Соломон Волков - История культуры Санкт-Петербурга
Главным бичом был голод. В осажденном Ленинграде продукты были на вес золота. Рабочим в день выдавали 200 граммов хлеба, членам их семей – 175 (два тоненьких ломтика хлеба). Столько же получали служащие. Эвакуированный Шостакович писал в 1942 году своей приятельнице о положении в Ленинграде: «Изредка оттуда приходят письма, которые необычайно тяжело читать. Напр., съедена моя собака, съедено несколько кошек». Очевидец описывал разговоры студентов в очереди за хлебом: «Они находили, что мясо кошки очень приятно – напоминает кролика. Одно неприятно – убивать кошку. Она отчаянно защищается. Если делать это не продумав, то можно быть сильно исцарапанным».

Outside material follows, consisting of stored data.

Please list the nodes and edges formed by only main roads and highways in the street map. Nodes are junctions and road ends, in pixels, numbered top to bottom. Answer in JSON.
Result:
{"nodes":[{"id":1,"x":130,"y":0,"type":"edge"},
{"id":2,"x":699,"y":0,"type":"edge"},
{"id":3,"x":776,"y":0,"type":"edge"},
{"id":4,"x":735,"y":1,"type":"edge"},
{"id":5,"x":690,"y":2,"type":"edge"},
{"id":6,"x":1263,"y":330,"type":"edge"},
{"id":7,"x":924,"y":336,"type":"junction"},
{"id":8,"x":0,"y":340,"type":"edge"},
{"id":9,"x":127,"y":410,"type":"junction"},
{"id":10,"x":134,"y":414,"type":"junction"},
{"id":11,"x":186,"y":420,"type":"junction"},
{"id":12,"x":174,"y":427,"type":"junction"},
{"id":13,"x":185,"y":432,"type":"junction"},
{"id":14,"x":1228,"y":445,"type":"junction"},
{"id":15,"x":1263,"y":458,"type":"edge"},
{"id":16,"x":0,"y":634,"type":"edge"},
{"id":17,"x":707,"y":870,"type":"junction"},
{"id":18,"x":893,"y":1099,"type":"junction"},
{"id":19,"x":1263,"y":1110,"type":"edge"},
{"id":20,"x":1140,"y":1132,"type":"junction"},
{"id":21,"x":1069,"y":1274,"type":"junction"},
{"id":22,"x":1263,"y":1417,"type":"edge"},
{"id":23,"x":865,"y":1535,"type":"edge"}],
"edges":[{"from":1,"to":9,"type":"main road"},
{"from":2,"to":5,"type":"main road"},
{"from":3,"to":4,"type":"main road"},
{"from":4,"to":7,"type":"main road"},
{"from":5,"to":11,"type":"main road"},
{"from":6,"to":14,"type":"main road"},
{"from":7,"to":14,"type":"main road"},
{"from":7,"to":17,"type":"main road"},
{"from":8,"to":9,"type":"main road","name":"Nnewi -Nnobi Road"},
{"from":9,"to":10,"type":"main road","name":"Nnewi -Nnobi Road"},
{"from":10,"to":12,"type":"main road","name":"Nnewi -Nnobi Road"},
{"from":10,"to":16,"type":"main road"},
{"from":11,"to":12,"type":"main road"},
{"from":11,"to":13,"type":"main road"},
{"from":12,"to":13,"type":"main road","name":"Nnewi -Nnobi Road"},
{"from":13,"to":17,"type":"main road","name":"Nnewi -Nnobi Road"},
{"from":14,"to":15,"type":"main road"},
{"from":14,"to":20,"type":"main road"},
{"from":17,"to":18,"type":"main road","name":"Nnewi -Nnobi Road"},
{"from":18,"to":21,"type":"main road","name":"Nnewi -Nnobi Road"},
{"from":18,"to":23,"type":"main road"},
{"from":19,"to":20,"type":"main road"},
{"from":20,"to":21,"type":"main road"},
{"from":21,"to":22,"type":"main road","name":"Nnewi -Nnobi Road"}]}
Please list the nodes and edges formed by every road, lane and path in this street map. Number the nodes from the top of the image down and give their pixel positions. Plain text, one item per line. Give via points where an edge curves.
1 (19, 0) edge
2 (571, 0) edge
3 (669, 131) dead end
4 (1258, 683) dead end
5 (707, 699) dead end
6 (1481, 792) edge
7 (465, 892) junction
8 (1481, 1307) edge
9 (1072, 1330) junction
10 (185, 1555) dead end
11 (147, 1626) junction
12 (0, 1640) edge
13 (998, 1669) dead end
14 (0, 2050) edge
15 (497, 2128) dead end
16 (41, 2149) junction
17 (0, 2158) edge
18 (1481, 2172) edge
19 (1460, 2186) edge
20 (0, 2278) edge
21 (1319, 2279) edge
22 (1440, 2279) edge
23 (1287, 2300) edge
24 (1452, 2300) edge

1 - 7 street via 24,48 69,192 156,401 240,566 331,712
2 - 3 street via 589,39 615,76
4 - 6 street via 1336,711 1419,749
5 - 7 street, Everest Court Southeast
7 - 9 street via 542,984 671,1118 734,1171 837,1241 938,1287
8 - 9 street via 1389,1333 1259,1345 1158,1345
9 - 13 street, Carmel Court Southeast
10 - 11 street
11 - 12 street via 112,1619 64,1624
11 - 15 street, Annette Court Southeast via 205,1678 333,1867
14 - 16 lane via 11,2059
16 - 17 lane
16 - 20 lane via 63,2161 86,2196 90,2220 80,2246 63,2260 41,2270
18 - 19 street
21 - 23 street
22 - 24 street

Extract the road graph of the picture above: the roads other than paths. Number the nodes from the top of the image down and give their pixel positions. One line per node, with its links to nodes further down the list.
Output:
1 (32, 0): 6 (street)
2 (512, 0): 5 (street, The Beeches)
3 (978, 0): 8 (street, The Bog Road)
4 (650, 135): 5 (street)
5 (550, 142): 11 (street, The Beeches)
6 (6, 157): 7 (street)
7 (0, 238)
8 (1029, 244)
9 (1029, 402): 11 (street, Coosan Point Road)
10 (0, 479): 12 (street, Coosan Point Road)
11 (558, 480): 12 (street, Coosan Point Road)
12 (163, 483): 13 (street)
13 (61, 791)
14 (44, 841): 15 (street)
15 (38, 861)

В первые же месяцы блокады в пищу пошли домашние птицы – канарейки, попугаи; затем пришла очередь уличных – голубей и ворон. В городе съели всех мышей и крыс. С удивительной изобретательностью люди пытались извлечь съестные компоненты из всего, что их окружало: соскабливали мучной клей с обоев и книжных переплетов, варили кожаные ремни, использовали всевозможные лекарства, порошки, вазелин, глицерин. Ели землю – ленинградский торф считался питательным, и две кружки этого торфа можно было получить в обмен на кусочек хлеба.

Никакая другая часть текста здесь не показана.